Maximum Likelihood Estimation (MLE)

The MLE estimator is normally distributed asymtotically: \[\hat{\theta} \sim AN(\theta, \frac{1}{I(\theta)})\]

Definition of the Fisher Information Matrix, also called curvature matrix:

\[ \begin{aligned} I(\theta) &= E[\frac{\partial}{\partial\theta} \mathcal{l}(\theta)]^2 \\ &= -E[\frac{\partial^2}{\partial^2\theta} \mathcal{l}(\theta)] \\ \end{aligned} \]

Cramer-Rao Lower Bound (lowest variance an unbiased estimator can have): \(Var(\theta) \geq I(\theta)^{-1}\)
MLE reaches the lower bound asymptotically. MLE may be biased in small sample but bias vanishes asymptotically and MLE is consistent and efficient.

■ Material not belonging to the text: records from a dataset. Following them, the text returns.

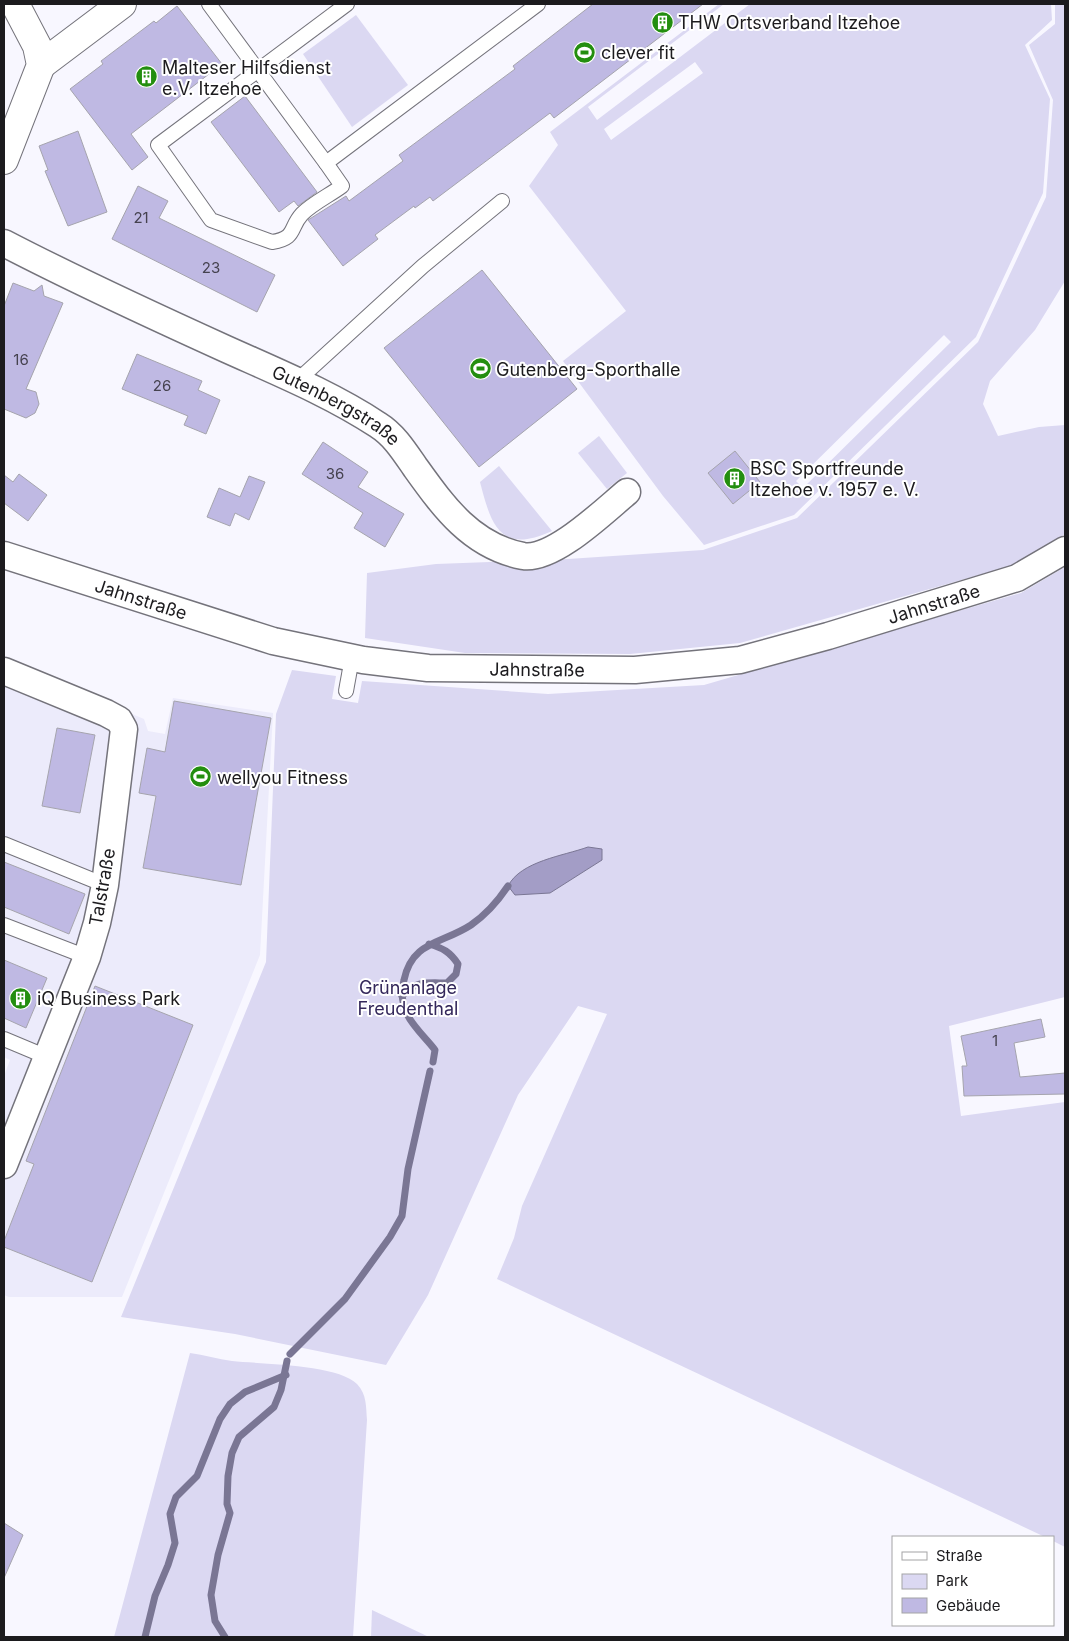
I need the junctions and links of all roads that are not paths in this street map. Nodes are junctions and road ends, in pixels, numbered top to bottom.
1 (15, 4) edge
2 (122, 4) edge
3 (210, 4) edge
4 (348, 4) edge
5 (538, 4) edge
6 (42, 65) junction
7 (258, 70) junction
8 (4, 160) edge
9 (326, 163) junction
10 (502, 201) dead end
11 (4, 243) edge
12 (297, 381) junction
13 (627, 492) dead end
14 (1065, 550) edge
15 (4, 556) edge
16 (352, 658) junction
17 (4, 671) edge
18 (346, 691) dead end
19 (4, 844) edge
20 (105, 886) junction
21 (4, 925) edge
22 (86, 957) junction
23 (4, 1039) edge
24 (47, 1057) junction
25 (4, 1165) edge

1 - 6 main road
2 - 6 main road
3 - 7 lane
4 - 7 lane
5 - 9 lane
6 - 8 main road
7 - 9 lane
7 - 9 lane
10 - 12 lane
11 - 12 street, Gutenbergstraße
12 - 13 street, Gutenbergstraße
14 - 16 street, Jahnstraße
15 - 16 street, Jahnstraße
16 - 18 lane
17 - 20 street, Talstraße
19 - 20 lane
20 - 22 street, Talstraße
21 - 22 lane
22 - 24 street, Talstraße
23 - 24 lane
24 - 25 street, Talstraße

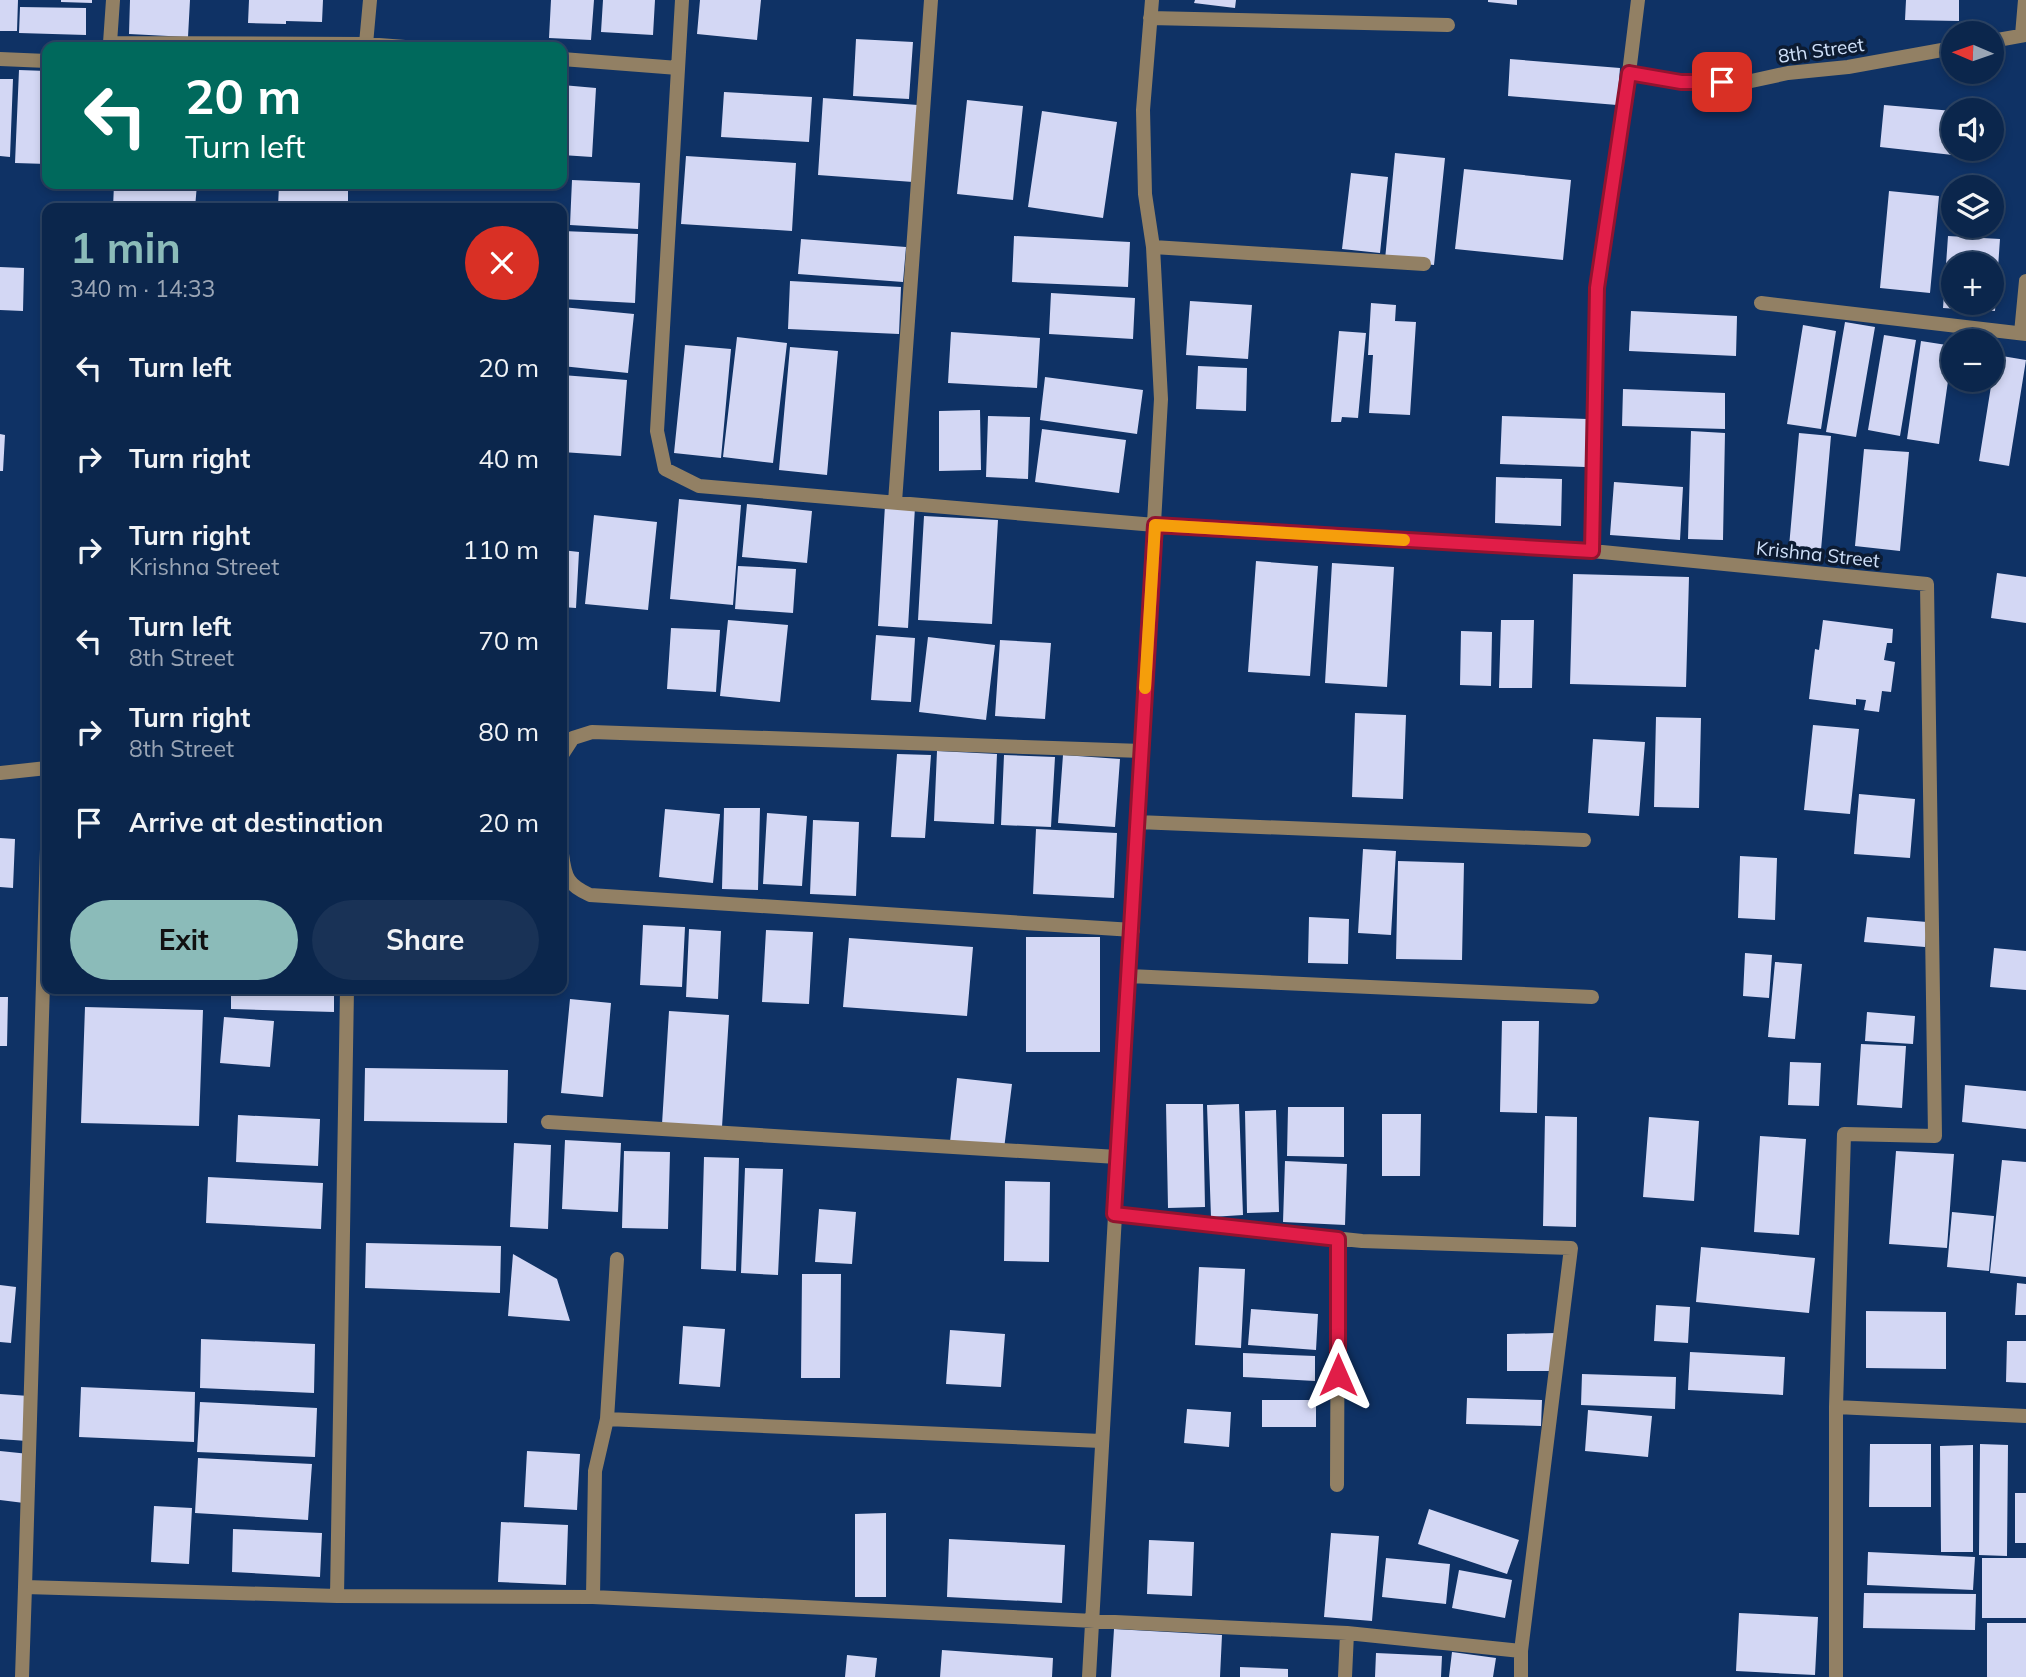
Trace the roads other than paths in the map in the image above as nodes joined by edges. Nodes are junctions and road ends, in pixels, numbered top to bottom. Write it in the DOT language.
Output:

\(\Rightarrow\) The asymtotic covariance matrix of \(\hat{\theta}_{MLE}\):
\[ \begin{aligned} Var(\hat{\theta}_{MLE}) &\approx -E[\frac{\partial^2Log\mathcal{l}(\theta)}{\partial\theta \ \partial\theta^T}]^{-1} \\ &= E[\frac{\partial Log\mathcal{l}(\theta)}{\partial \theta} \cdot (\frac{\partial Log\mathcal{l}(\theta)}{\partial \theta})^T] \end{aligned} \]